Он почувствовал ту щекочущую пустоту, которая всегда у
него сопровождала желание писать. В этой пустоте что-то
принимало образ, росло. Рождество, новое, особое. Этот старый
снег и новый конфликт...
За стеной он услышал осторожный стук шагов. Это вернулся к
себе сосед, скромный, вежливый,-- коммунист до мозга костей. С
чувством беспредельного упоения, сладкого ожидания, Новодворцев
снова присел к столу. Настроение, краски зреющего произведения
уже были. Оставалось только создать остов -- тему. Елка -- вот
с чего следовало начать. Он подумал о том, что, вероятно, в
некоторых домах бывшие люди, запуганные, злобные, обреченные
(он их представил себе так ясно...) украшают бумажками тайно
срубленную в лесу елку. Этой мишуры теперь негде купить, елок
не сваливают больше под тенью Исакия...
Мягкий, словно в суконце обернутый стук. Дверь открылась
на вершок. Деликатно, не просовывая головы, сосед сказал:
"Попрошу у вас перышко. Лучше тупое, если есть..."
Новодворцев дал.
"Бладасте",-- сказал соседи бесшумно затворил дверь. Этот
незначительный перерыв как-то ослабил образ, который уже
созревал. Он вспомнил, что в "Грани" Туманов жалеет о пышности
прежних праздников. Плохо, если получится только повторение.

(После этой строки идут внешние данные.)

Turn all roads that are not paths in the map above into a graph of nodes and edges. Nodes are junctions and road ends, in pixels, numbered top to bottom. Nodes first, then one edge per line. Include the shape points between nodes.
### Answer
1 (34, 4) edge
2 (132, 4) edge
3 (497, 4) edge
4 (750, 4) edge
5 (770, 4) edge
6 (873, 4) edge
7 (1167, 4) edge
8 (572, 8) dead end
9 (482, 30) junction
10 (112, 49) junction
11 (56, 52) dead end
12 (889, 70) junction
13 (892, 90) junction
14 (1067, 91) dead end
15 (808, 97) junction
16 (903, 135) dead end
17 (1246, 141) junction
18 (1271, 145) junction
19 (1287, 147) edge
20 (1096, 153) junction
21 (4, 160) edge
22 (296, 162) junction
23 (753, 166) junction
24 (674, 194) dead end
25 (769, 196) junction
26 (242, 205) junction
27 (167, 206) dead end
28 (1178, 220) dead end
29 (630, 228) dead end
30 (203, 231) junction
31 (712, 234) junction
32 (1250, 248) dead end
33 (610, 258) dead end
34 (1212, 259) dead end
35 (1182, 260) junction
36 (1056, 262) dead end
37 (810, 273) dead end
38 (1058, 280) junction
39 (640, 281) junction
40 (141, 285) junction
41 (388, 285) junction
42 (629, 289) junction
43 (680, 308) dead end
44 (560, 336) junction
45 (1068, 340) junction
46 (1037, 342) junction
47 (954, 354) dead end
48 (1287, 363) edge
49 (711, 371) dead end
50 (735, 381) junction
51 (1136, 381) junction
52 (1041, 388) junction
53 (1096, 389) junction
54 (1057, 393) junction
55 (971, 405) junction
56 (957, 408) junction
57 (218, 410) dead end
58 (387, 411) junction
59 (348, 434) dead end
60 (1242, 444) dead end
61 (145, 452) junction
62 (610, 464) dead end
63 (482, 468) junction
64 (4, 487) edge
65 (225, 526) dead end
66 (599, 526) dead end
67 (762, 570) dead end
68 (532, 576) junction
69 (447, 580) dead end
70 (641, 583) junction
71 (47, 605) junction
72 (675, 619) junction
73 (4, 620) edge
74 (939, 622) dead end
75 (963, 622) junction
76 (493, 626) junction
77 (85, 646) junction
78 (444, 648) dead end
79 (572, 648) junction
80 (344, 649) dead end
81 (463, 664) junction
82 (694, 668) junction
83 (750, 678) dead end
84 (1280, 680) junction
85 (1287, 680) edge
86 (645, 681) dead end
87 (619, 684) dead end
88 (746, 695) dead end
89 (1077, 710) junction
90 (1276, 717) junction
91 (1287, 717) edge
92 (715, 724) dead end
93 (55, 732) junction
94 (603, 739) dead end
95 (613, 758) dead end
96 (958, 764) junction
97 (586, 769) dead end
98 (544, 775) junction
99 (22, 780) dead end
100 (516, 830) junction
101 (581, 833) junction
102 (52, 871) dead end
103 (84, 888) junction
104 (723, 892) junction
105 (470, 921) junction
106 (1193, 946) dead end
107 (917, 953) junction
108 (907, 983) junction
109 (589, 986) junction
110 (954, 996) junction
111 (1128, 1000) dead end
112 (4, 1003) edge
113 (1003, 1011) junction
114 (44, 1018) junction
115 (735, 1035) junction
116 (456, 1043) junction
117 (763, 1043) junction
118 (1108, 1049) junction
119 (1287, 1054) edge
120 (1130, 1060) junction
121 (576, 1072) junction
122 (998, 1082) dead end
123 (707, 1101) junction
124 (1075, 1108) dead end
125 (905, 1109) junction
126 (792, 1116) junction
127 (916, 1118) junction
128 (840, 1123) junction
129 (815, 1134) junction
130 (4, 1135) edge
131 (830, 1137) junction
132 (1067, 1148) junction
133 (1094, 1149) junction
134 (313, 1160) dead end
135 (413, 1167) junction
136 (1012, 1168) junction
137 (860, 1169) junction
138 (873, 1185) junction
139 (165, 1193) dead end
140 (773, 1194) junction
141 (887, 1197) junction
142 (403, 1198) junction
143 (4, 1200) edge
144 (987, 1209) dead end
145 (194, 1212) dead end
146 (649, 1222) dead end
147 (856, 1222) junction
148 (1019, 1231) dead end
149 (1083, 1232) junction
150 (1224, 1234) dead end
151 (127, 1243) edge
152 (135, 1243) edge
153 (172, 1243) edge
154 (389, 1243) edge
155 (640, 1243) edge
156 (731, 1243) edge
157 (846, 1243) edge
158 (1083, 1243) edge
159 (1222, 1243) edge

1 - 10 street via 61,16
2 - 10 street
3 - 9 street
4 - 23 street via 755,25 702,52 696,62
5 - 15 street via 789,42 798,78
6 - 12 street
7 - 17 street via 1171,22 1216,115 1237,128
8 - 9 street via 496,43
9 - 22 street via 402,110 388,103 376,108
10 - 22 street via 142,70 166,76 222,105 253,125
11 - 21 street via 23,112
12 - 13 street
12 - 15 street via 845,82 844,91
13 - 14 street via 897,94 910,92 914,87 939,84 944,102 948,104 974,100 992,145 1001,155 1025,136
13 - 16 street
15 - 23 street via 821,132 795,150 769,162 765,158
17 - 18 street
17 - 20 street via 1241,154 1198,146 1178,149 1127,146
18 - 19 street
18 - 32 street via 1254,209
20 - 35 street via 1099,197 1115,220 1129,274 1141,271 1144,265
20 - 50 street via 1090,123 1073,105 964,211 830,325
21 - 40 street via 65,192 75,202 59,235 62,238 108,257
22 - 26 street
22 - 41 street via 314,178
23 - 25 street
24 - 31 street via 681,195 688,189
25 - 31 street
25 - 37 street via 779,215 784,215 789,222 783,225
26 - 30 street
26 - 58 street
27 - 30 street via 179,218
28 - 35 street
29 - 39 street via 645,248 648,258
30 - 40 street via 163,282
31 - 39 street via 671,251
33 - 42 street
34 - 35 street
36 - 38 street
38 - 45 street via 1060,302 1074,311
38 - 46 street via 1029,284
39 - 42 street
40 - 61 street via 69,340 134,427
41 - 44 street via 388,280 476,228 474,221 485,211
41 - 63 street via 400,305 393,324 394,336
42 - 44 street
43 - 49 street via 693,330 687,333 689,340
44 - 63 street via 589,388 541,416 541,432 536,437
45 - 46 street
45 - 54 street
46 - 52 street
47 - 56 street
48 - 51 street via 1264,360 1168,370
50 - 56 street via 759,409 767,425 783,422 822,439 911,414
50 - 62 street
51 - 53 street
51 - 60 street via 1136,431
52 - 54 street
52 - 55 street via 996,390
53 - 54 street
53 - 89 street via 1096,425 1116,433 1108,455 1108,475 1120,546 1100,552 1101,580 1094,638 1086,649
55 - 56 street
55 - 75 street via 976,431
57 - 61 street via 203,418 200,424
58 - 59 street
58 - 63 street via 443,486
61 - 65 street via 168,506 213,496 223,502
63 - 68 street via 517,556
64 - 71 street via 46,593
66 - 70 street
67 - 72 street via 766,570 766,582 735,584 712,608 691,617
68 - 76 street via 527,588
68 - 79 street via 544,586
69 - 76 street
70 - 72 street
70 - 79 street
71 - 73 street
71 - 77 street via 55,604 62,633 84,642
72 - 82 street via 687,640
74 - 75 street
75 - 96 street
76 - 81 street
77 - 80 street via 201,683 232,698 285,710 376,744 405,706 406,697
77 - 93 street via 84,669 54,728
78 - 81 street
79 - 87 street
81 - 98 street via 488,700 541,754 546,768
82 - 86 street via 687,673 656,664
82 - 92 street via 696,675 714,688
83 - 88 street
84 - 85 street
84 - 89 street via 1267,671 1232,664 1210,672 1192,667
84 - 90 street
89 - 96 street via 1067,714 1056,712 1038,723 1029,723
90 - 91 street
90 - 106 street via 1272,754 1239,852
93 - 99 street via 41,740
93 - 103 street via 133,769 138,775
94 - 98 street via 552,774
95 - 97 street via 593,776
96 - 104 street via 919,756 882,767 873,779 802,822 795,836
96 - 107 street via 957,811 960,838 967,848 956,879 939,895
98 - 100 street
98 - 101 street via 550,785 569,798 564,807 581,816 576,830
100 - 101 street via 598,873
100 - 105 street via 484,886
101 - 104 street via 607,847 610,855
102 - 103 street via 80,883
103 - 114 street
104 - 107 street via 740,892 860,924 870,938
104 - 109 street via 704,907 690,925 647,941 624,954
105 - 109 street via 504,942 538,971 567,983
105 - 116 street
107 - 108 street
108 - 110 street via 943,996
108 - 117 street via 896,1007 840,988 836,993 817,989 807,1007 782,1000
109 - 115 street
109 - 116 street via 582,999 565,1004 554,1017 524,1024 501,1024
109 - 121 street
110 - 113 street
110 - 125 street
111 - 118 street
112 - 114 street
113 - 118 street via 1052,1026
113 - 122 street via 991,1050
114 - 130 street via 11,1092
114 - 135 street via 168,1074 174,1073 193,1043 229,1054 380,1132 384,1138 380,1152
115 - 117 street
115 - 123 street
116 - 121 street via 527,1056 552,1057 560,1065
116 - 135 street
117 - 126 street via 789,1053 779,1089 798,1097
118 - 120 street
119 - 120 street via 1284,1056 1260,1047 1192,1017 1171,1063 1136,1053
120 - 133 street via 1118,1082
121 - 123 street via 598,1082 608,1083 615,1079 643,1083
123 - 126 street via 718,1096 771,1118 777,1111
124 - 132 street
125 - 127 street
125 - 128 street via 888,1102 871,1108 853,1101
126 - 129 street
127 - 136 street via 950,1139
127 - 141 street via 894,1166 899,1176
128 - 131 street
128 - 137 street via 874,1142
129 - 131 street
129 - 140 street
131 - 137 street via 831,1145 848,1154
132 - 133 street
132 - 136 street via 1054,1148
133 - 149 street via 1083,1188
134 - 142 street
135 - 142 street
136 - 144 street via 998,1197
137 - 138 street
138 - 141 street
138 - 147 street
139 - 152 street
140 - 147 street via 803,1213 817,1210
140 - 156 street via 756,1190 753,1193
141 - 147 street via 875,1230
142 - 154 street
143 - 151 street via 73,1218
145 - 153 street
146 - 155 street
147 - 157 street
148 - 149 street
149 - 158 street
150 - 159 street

Некстати пронеслось и другое воспоминание. Недавно, на одном
вечере, какая-то дамочка сказала своему мужу: "Ты во многом
очень похож на Туманова". Несколько дней он был очень счастлив.
А потом с этой дамочкой познакомился, и оказалось, что Туманов
-- жених ее сестры. И это был не первый обман. Критик один
сказал ему, что напишет статью о "тумановщине". Что-то было
бесконечно лестное в этом слове, начинающемся с маленькой
буквы. Но критик уехал на Кавказ изучать грузинских поэтов. А
все же бывало и приятное. Такой перечень, например: Горький,
Новодворцев, Чириков...
В автобиографии, приложенной к полному собранию сочинений
(шесть томов, с портретом), он описал, с каким трудом он, сын
простых родителей, пробился в люди. На самом деле юность у него
была счастливая. Хорошая такая бодрость, вера, успехи. Двадцать
пять лет тому назад в толстом журнале появилась его первая
повесть. Его любил Короленко. Он бывал арестован. Из-за него
закрыли одну газету. Теперь его гражданские надежды сбылись.
Среди молодых, среди новых он чувствовал себя легко, вольно.
Новая жизнь была душе его впрок и впору. Шесть томов. Его имя
известно. Но тусклая слава, тусклая...
Он скользнул обратно к образу елки -- и вдруг, ни с того
ни с сего вспомнил гостиную в одном купеческом доме, большую
книгу статей и стихов с золотым обрезом (в пользу голодающих),
как-то связанную с этим домом, и елку в гостиной, и женщину,
которую он тогда любил, и то, как все огни елки хрустальным
дрожанием отражались в ее широко раскрытых глазах, когда она с
высокой ветки срывала мандарин. Это было лет двадцать, а то и
больше назад,-- но как мелочи запоминаются.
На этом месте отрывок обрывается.